More crucial to NEA’s purpose, the union will be able to solicit political action committee contributions from these community allies.

Delegates also adopted procedures to allow NEA to establish direct trusteeships over local affiliates and to set restrictions on locals attempting to secede from the national union.

They rejected the idea of soliciting voluntary donations to the strike fund they created last year, and they voted down a Massachusetts Teachers Association-sponsored proposal to conduct a national teacher strike in support of the Green New Deal.

Delegates and the NEA board of directors submitted a record 161 new business items that call on the national union to take specific actions this year. Last year they submitted 128, of which 74 were approved and 19 were referred to committee.
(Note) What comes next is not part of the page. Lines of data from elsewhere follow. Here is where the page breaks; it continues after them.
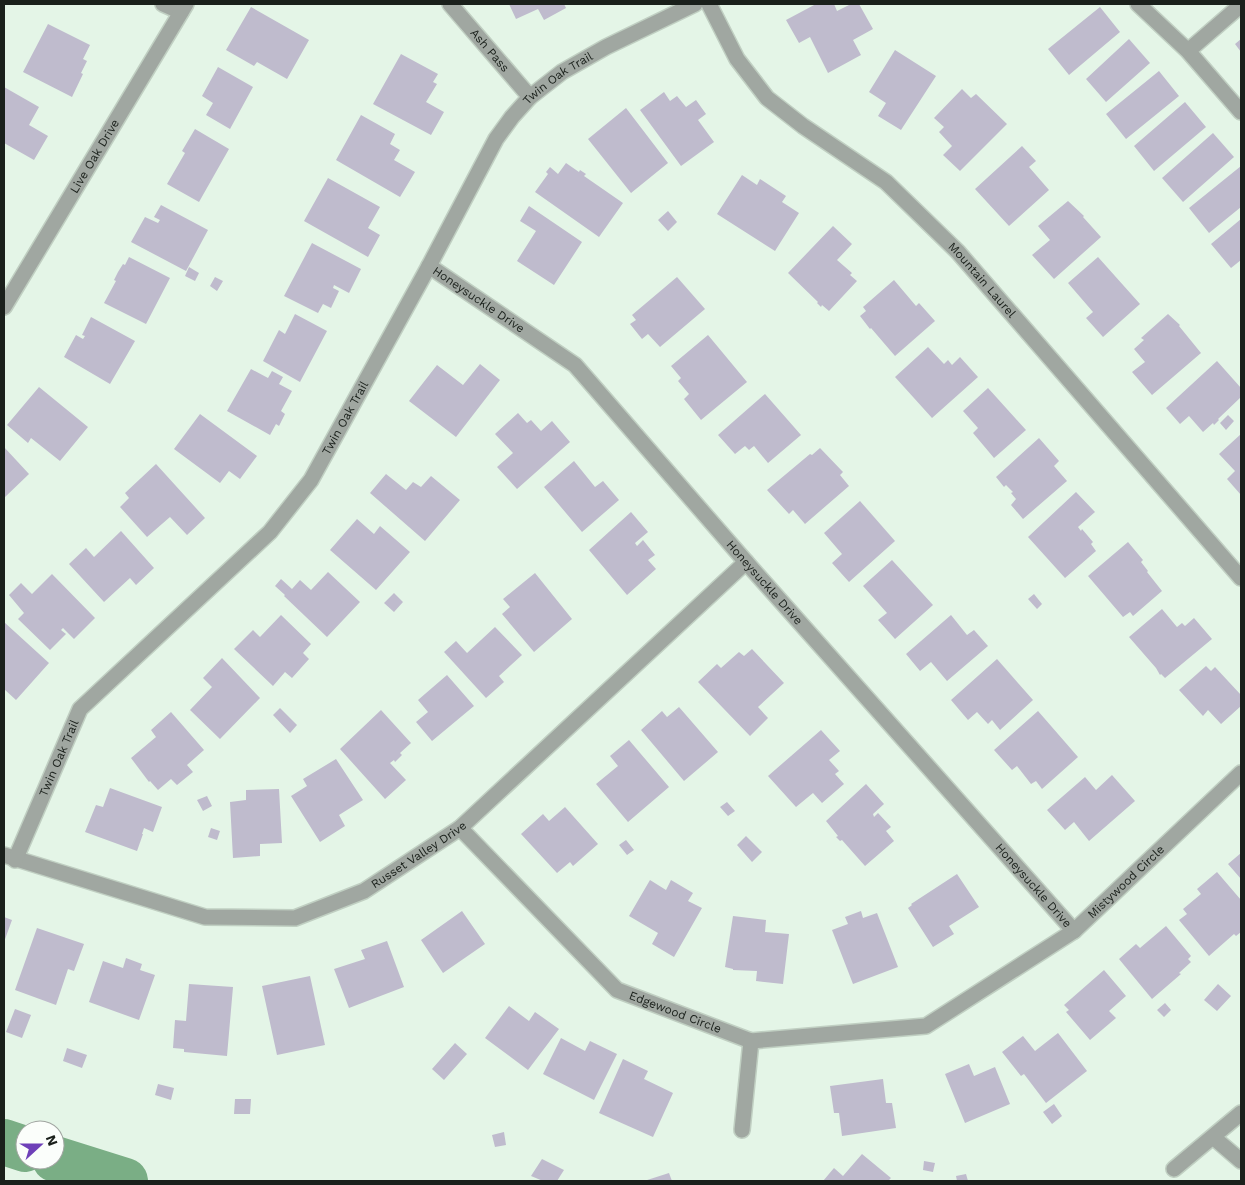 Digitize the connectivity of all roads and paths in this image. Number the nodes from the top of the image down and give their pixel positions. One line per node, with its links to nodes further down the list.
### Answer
1 (163, 4): 7 (street)
2 (450, 4): 9 (street, Ash Pass)
3 (695, 4): 9 (street, Twin Oak Trail)
4 (709, 4): 14 (street, Mountain Laurel)
5 (1138, 4): 8 (street)
6 (1241, 5): 8 (street)
7 (184, 8): 12 (street, Live Oak Drive)
8 (1188, 51): 10 (street)
9 (530, 97): 11 (street, Twin Oak Trail)
10 (1241, 112)
11 (429, 266): 13 (street, Honeysuckle Drive); 17 (street, Twin Oak Trail)
12 (4, 307)
13 (746, 562): 16 (street, Russet Valley Drive); 18 (street, Honeysuckle Drive)
14 (1241, 578)
15 (1241, 773): 18 (street, Mistywood Circle)
16 (460, 828): 17 (street, Russet Valley Drive); 20 (street, Edgewood Circle)
17 (10, 857)
18 (1074, 931): 19 (street, Mistywood Circle)
19 (926, 1026): 20 (street, Edgewood Circle)
20 (751, 1041): 22 (street)
21 (1241, 1113): 23 (street)
22 (742, 1130)
23 (1213, 1137): 24 (street); 25 (street)
24 (1241, 1161)
25 (1174, 1169) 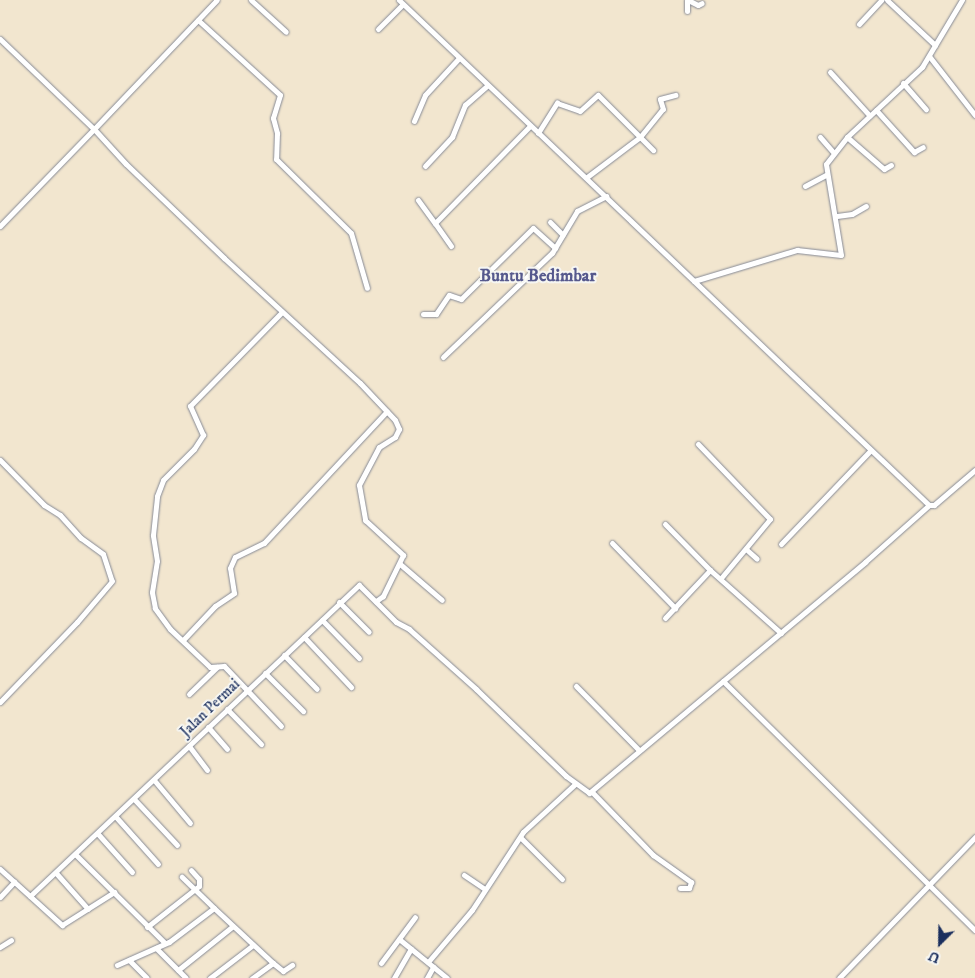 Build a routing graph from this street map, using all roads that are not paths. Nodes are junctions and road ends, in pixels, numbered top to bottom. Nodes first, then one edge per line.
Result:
1 (217, 0) edge
2 (251, 0) edge
3 (688, 0) edge
4 (881, 0) edge
5 (887, 0) edge
6 (953, 0) edge
7 (401, 2) edge
8 (960, 2) edge
9 (702, 3) dead end
10 (687, 11) dead end
11 (198, 20) junction
12 (859, 24) dead end
13 (378, 29) dead end
14 (286, 32) dead end
15 (0, 38) edge
16 (935, 45) junction
17 (929, 56) junction
18 (459, 58) junction
19 (830, 72) dead end
20 (903, 83) junction
21 (487, 86) junction
22 (675, 95) dead end
23 (926, 109) dead end
24 (876, 110) junction
25 (975, 115) edge
26 (870, 116) junction
27 (414, 121) dead end
28 (530, 126) junction
29 (94, 128) junction
30 (538, 134) junction
31 (820, 136) dead end
32 (640, 137) junction
33 (847, 137) junction
34 (923, 147) dead end
35 (653, 150) dead end
36 (834, 153) junction
37 (892, 165) dead end
38 (424, 166) dead end
39 (826, 175) junction
40 (587, 178) junction
41 (805, 186) dead end
42 (606, 196) junction
43 (418, 200) dead end
44 (866, 206) dead end
45 (837, 216) junction
46 (550, 222) dead end
47 (436, 223) junction
48 (0, 226) edge
49 (563, 235) junction
50 (451, 246) dead end
51 (555, 248) junction
52 (697, 283) junction
53 (367, 288) dead end
54 (281, 313) junction
55 (423, 314) dead end
56 (443, 357) dead end
57 (387, 411) junction
58 (698, 444) dead end
59 (870, 451) junction
60 (0, 460) edge
61 (975, 470) edge
62 (929, 505) junction
63 (665, 524) dead end
64 (612, 543) dead end
65 (781, 544) dead end
66 (747, 550) junction
67 (757, 559) dead end
68 (400, 564) junction
69 (710, 570) junction
70 (721, 578) junction
71 (442, 600) dead end
72 (376, 601) junction
73 (339, 602) junction
74 (675, 608) junction
75 (665, 618) dead end
76 (322, 620) junction
77 (369, 632) dead end
78 (781, 633) junction
79 (304, 637) junction
80 (183, 640) junction
81 (284, 655) junction
82 (359, 658) dead end
83 (218, 666) junction
84 (265, 673) junction
85 (723, 681) junction
86 (576, 686) dead end
87 (351, 687) dead end
88 (317, 689) dead end
89 (246, 691) junction
90 (189, 694) dead end
91 (0, 702) edge
92 (227, 709) junction
93 (303, 711) dead end
94 (281, 726) dead end
95 (208, 728) junction
96 (262, 744) dead end
97 (189, 746) junction
98 (227, 749) dead end
99 (639, 750) junction
100 (207, 770) dead end
101 (154, 780) junction
102 (575, 784) junction
103 (592, 792) junction
104 (134, 799) junction
105 (116, 817) junction
106 (190, 823) dead end
107 (98, 834) junction
108 (975, 837) edge
109 (521, 838) junction
110 (177, 845) dead end
111 (76, 855) junction
112 (158, 864) dead end
113 (0, 869) edge
114 (191, 870) dead end
115 (132, 872) dead end
116 (56, 873) junction
117 (464, 875) dead end
118 (182, 877) dead end
119 (562, 879) dead end
120 (14, 882) junction
121 (931, 885) junction
122 (484, 888) junction
123 (680, 888) dead end
124 (195, 890) junction
125 (114, 892) junction
126 (30, 896) junction
127 (0, 897) edge
128 (214, 908) junction
129 (88, 909) junction
130 (415, 917) dead end
131 (147, 926) junction
132 (233, 926) junction
133 (975, 930) edge
134 (399, 939) junction
135 (11, 940) dead end
136 (165, 943) junction
137 (253, 945) junction
138 (0, 948) edge
139 (156, 948) junction
140 (411, 949) junction
141 (129, 960) junction
142 (273, 962) junction
143 (428, 962) junction
144 (381, 963) dead end
145 (292, 965) dead end
146 (117, 966) dead end
147 (433, 967) junction
148 (178, 970) junction
149 (147, 978) edge
150 (186, 978) edge
151 (210, 978) edge
152 (252, 978) edge
153 (394, 978) edge
154 (427, 978) edge
155 (447, 978) edge
156 (839, 978) edge

1 - 11 street
2 - 14 street
3 - 9 street
3 - 10 street
4 - 12 street
5 - 16 street
6 - 8 street
7 - 13 street
7 - 18 street
8 - 16 street
11 - 29 street
11 - 53 street
15 - 29 street
16 - 17 street
17 - 20 street
17 - 25 street
18 - 21 street
18 - 27 street
19 - 26 street
20 - 23 street
20 - 24 street
21 - 28 street
21 - 38 street
22 - 32 street
24 - 26 street
24 - 34 street
26 - 33 street
28 - 30 street
28 - 47 street
29 - 48 street
29 - 54 street
30 - 32 street
30 - 40 street
31 - 36 street
32 - 35 street
32 - 40 street
33 - 36 street
33 - 37 street
36 - 39 street
39 - 41 street
39 - 45 street
40 - 42 street
42 - 49 street
42 - 52 street
43 - 47 street
44 - 45 street
45 - 52 street
46 - 49 street
47 - 50 street
49 - 51 street
51 - 55 street
51 - 56 street
52 - 59 street
54 - 57 street
54 - 80 street
57 - 68 street
57 - 80 street
58 - 66 street
59 - 62 street
59 - 65 street
60 - 91 street
61 - 62 street
62 - 78 street
63 - 69 street
64 - 74 street
66 - 67 street
66 - 70 street
68 - 71 street
68 - 72 street
69 - 70 street
69 - 74 street
70 - 78 street
72 - 73 street, Jalan Permai
72 - 102 street, Jalan Permai
73 - 76 street, Jalan Permai
73 - 77 street
74 - 75 street
76 - 79 street, Jalan Permai
76 - 82 street
78 - 85 street
79 - 81 street, Jalan Permai
79 - 87 street
80 - 83 street
81 - 84 street, Jalan Permai
81 - 88 street
83 - 89 street
83 - 90 street
84 - 89 street, Jalan Permai
84 - 93 street
85 - 99 street
85 - 121 street
86 - 99 street
89 - 92 street, Jalan Permai
89 - 94 street
92 - 95 street, Jalan Permai
92 - 96 street
95 - 97 street, Jalan Permai
95 - 98 street
97 - 100 street
97 - 101 street, Jalan Permai
99 - 103 street
101 - 104 street, Jalan Permai
101 - 106 street
102 - 103 street, Jalan Permai
102 - 109 street
103 - 123 street
104 - 105 street, Jalan Permai
104 - 110 street
105 - 107 street, Jalan Permai
105 - 112 street
107 - 111 street, Jalan Permai
107 - 115 street
108 - 121 street
109 - 119 street
109 - 122 street
111 - 116 street, Jalan Permai
111 - 125 street
113 - 120 street
114 - 124 street
116 - 126 street, Jalan Permai
116 - 129 street
117 - 122 street
118 - 124 street
120 - 126 street
120 - 127 street
121 - 133 street
121 - 156 street
122 - 143 street
124 - 128 street
124 - 131 street
125 - 129 street
125 - 131 street
126 - 129 street
128 - 132 street
128 - 136 street
130 - 134 street
131 - 136 street
132 - 137 street
132 - 148 street
134 - 140 street
134 - 144 street
135 - 138 street
136 - 139 street
137 - 142 street
137 - 151 street
139 - 141 street
139 - 148 street
140 - 143 street
140 - 153 street
141 - 146 street
141 - 149 street
142 - 145 street
142 - 152 street
143 - 147 street
147 - 154 street
147 - 155 street
148 - 150 street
This year, the delegates again approved 74 and referred an additional 42 to committee.

Some of the approved actions provide insight into the delegates’ thinking, but I find the rejected items to be more informative:

APPROVED

New Business Item No. 14: NEA will create model legislative language that state affiliates can use to eliminate the Praxis or alternative standardized test used for teacher certification.

No. 38: NEA will develop a report on the negative effects of charter school co-locations on students, particularly students of color, students with disabilities and public school communities, and publish such reports in the NEA Today, on NEA social media and in all other forms of communication.

No. 52: The NEA Center for Organizing will expose in existing NEA publications the continued efforts by venture capitalists to privatize substitute teachers and education support professionals by subcontracting these positions through unrepresented “gig” workers, for example, from Swing Education Inc., EDUStaff LLC and Kelly Educational Staffing.

No. 111: The NEA will take the lead in urging a school calendar revision for the 2020 presidential election and will encourage the closure of schools on Election Day so that members, locals and districts can participate in a day of action when school will not be in session.

DEFEATED

No. 22: NEA would have supported a constitutional amendment requiring that the United States provide all students with “a sound basic education.”

No. 27: NEA would have set up a secure website for members to vote on which 2020 presidential candidate the union should endorse.

No. 35: NEA would have supported the impeachment of Donald Trump.

No. 54: NEA would have delayed deciding on a preferred primary presidential candidate until members had time to become educated through watching candidate debates and visiting the union’s Strong Public Schools website.

No. 59: NEA would have demanded that all candidates seeking endorsement publicly state their opposition to all charter school expansion.

No. 61: NEA would have initiated legal action when necessary against charter school managers and responsible agencies that have participated in acts of corruption, scams and fraud with public school money.

No. 123: NEA would have taken a formal stance against Pearson Education Inc. and its subsidiaries because of their connection to “the systematic unraveling of urban and rural school districts through their biased testing practices, questions and so-called full-service wraparound products like America’s Choice.”

Taken together, these suggest to me that NEA will sustain its current practices regarding charter schools, corporate opponents and President Trump. It seems the union is not eager to pick new fights or alter in any way its campaign endorsement procedures.

The union hosted 10 Democratic presidential candidates for a town hall forum during the convention, and all succeeded in generating applause lines and avoiding sore points.

NEA delegates are the most committed union activists, and it’s important to know what their priorities are. But as we learned about the outcomes from last year’s convention, what the delegates want and what they get are sometimes two different things.